§ **Task brief**: The copy you print must match the listing exactly, with its pictures removed.

Start of The records

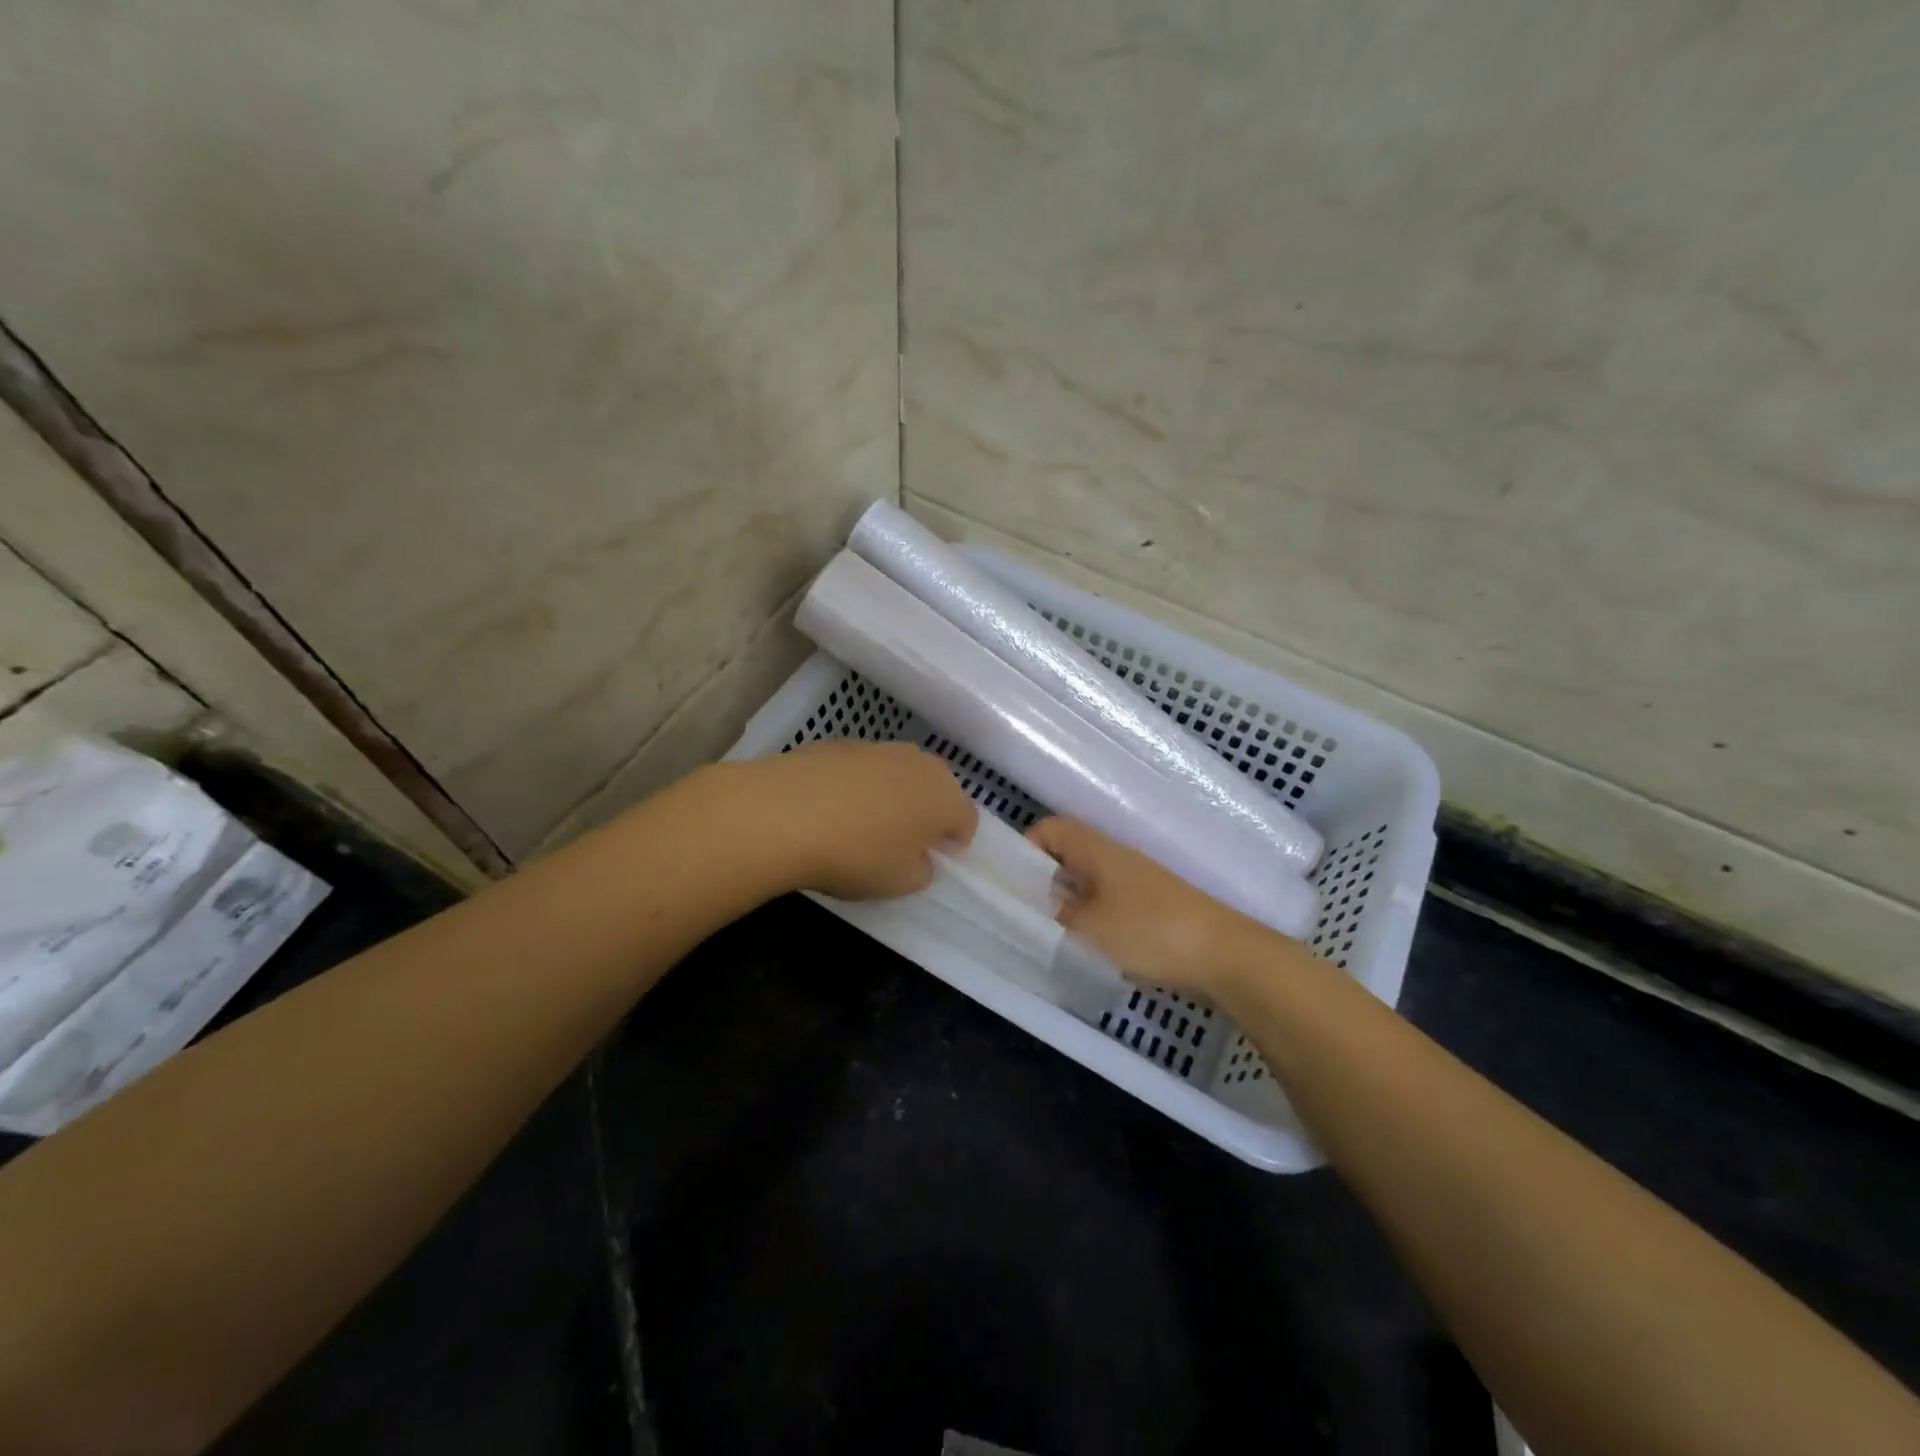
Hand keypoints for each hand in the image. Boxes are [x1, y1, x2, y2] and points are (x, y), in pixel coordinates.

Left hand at [737, 741, 977, 899]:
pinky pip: (861, 768)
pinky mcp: (839, 742)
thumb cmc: (857, 855)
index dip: (955, 842)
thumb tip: (919, 857)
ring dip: (892, 795)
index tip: (937, 860)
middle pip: (935, 789)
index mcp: (945, 797)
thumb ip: (922, 870)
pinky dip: (856, 785)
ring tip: (865, 824)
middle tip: (904, 842)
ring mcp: (878, 747)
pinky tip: (831, 808)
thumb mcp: (900, 883)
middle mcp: (919, 763)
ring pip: (898, 774)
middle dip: (926, 813)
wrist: (785, 813)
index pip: (966, 819)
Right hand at [1029, 816, 1301, 999]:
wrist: (1224, 954)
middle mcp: (1114, 857)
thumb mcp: (1090, 927)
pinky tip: (1087, 944)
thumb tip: (1042, 903)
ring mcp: (1136, 881)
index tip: (1012, 881)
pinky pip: (1108, 900)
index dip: (1026, 846)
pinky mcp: (1151, 906)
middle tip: (1023, 911)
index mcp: (1096, 849)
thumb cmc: (1150, 931)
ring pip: (1087, 879)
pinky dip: (1092, 916)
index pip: (1050, 828)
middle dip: (1042, 878)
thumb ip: (1058, 914)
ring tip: (1049, 931)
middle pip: (1067, 853)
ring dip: (1067, 900)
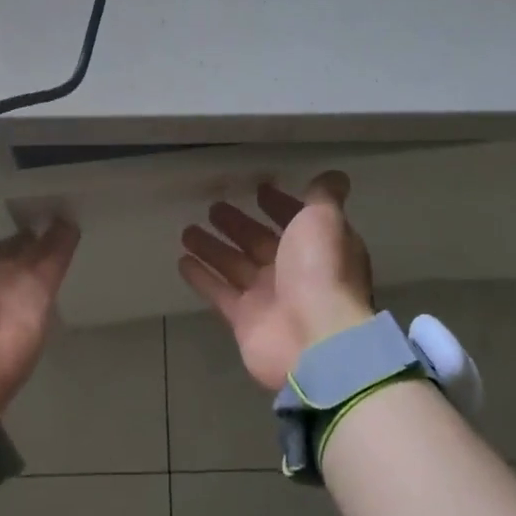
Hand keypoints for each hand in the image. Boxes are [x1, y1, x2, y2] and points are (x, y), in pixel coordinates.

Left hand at [0, 194, 79, 414]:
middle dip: (17, 232)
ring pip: (35, 251)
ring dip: (46, 230)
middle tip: (36, 203)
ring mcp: (17, 284)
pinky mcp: (45, 290)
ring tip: (60, 201)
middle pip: (7, 249)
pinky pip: (59, 257)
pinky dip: (67, 238)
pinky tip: (74, 213)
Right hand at [178, 171, 375, 390]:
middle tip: (213, 207)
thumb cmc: (321, 271)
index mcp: (317, 248)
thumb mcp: (325, 220)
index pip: (295, 220)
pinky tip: (182, 260)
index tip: (258, 190)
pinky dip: (201, 277)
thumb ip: (323, 196)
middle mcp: (293, 272)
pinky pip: (218, 292)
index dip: (279, 205)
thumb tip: (333, 175)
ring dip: (212, 247)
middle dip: (238, 224)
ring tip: (187, 230)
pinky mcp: (244, 320)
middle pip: (259, 242)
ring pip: (234, 264)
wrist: (315, 339)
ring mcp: (268, 297)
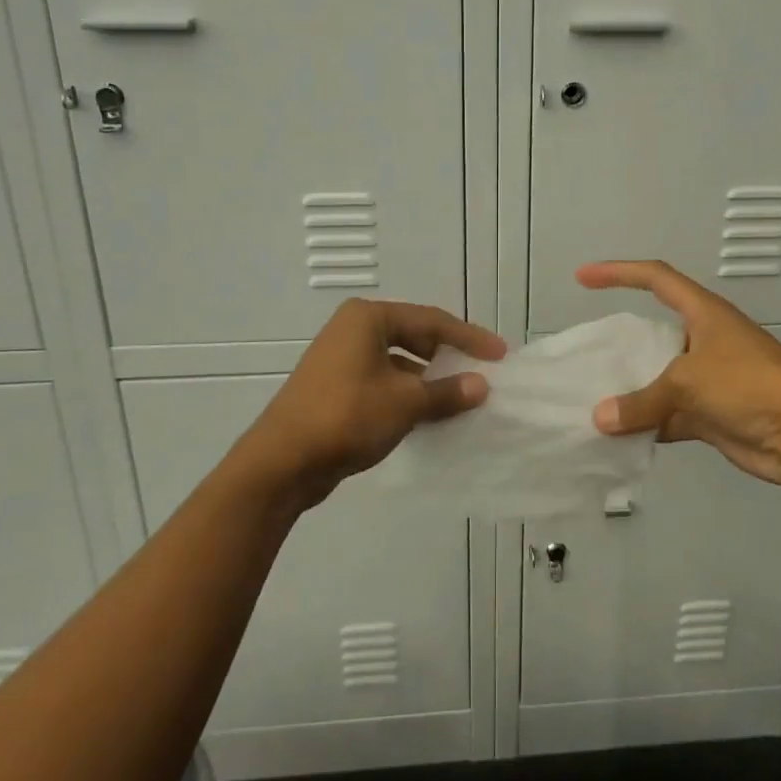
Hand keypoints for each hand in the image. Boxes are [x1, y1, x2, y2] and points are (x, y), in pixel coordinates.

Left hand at [237, 298, 505, 508]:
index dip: (469, 338)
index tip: (500, 354)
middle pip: (414, 337)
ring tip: (460, 398)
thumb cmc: (346, 417)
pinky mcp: (335, 388)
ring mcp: (340, 359)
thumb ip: (447, 392)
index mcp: (368, 318)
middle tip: (480, 373)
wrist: (281, 463)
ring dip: (429, 380)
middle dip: (448, 356)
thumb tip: (481, 386)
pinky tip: (428, 415)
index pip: (431, 321)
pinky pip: (383, 382)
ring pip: (399, 363)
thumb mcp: (405, 403)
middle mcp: (352, 330)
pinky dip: (407, 395)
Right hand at [581, 260, 780, 488]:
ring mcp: (710, 379)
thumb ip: (641, 401)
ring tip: (595, 399)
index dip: (618, 273)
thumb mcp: (687, 382)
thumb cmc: (749, 385)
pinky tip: (620, 436)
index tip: (583, 277)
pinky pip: (670, 415)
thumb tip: (600, 419)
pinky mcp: (713, 415)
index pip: (655, 279)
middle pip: (655, 333)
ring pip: (660, 379)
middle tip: (588, 356)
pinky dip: (648, 425)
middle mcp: (705, 340)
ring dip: (634, 392)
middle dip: (623, 344)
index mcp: (704, 313)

End of The records

§ **Exercise output**:
Hand keypoints for each hand in the image. Boxes are [x1, y1, x2, y2] and points are (x, y), in pixel coordinates.

Left hand at [737, 741, 977, 899]:
pinky pip: (861, 768)
pinky mcp: (839, 742)
thumb cmc: (857, 855)
index dip: (955, 842)
thumb tip: (919, 857)
ring dip: (892, 795)
index tip: (937, 860)
middle pip: (935, 789)
index mcp: (945, 797)
thumb ip: (922, 870)
pinky dip: (856, 785)
ring tip: (865, 824)
middle tip: (904, 842)
ring mcp: (878, 747)
pinky tip: (831, 808)
thumb mcp: (900, 883)
middle mcp: (919, 763)
ring pip: (898, 774)
middle dip: (926, 813)
wrist: (785, 813)
index pip: (966, 819)
Right hand at [1029, 816, 1301, 999]:
wrist: (1224, 954)
middle mcp: (1114, 857)
thumb mcp: (1090, 927)
pinky tip: (1087, 944)
thumb tip: (1042, 903)
ring mcp: (1136, 881)
index tip: (1012, 881)
pinky pip: (1108, 900)
index dip: (1026, 846)
pinky mcp: (1151, 906)
middle tip: (1023, 911)
index mcp: (1096, 849)
thumb cmc: (1150, 931)
ring pip: (1087, 879)
pinky dip: (1092, 916)
index pip: (1050, 828)
middle dip: (1042, 878)
thumb ip: (1058, 914)
ring tip: (1049, 931)
middle pip: (1067, 853)
ring dip: (1067, 900)
Hand keypoints for each hand in the image. Boxes are [x1, y1, x2, y2] and points are (x, y), in pixel coordinates.

Left hand at [0, 194, 79, 414]:
middle dip: (17, 232)
ring pip: (35, 251)
ring dip: (46, 230)
middle tip: (36, 203)
ring mcp: (17, 284)
pinky mcp: (45, 290)
ring tip: (60, 201)
middle pip: (7, 249)
pinky pip: (59, 257)
pinky dip: (67, 238)
pinky tip: (74, 213)
Right hand at [178, 171, 375, 390]:
middle tip: (213, 207)
thumb cmc: (321, 271)
index mcp: (317, 248)
thumb mcp: (325, 220)
index pip: (295, 220)
pinky tip: (182, 260)
index tip: (258, 190)
pinky dip: (201, 277)
thumb ip: (323, 196)
middle mcp: (293, 272)
pinky pip: (218, 292)
index dip: (279, 205)
thumb tip: (333, 175)
ring dip: (212, 247)
middle dip: (238, 224)
ring tip: (187, 230)
pinky mcp: (244, 320)
middle pip: (259, 242)
ring pip: (234, 264)
wrist: (315, 339)
ring mcp: (268, 297)
Hand keypoints for each hand in the image. Boxes are [x1, y1, x2, y2] and points are (x, y), in pixel coordinates.

Left hand at [237, 298, 505, 508]:
index dip: (469, 338)
index tip: (500, 354)
middle pip: (414, 337)
ring tip: (460, 398)
thumb cmc: (346, 417)
pinky mcp: (335, 388)
ring mcp: (340, 359)
thumb ip: (447, 392)
index mcp: (368, 318)
middle tip: (480, 373)
wrist: (281, 463)
ring dip: (429, 380)
middle dip: (448, 356)
thumb tip: (481, 386)
pinky tip: (428, 415)
index pip: (431, 321)
pinky pip: (383, 382)
ring pip: (399, 363)
thumb mcp: (405, 403)
middle mcp: (352, 330)
pinky dip: (407, 395)
Right hand at [581, 260, 780, 488]:
ring mcp: (710, 379)
thumb ip: (641, 401)
ring tip: (595, 399)
index dip: (618, 273)
thumb mcp: (687, 382)
thumb cmc: (749, 385)
pinky tip: (620, 436)
index tip: (583, 277)
pinky pip: (670, 415)
thumb tip: (600, 419)
pinky mcp: (713, 415)
index pip: (655, 279)
middle pip: (655, 333)
ring pip: (660, 379)
middle tip: (588, 356)
pinky dip: (648, 425)
middle mcp: (705, 340)
ring dip: (634, 392)
middle dip: (623, 344)
index mcp: (704, 313)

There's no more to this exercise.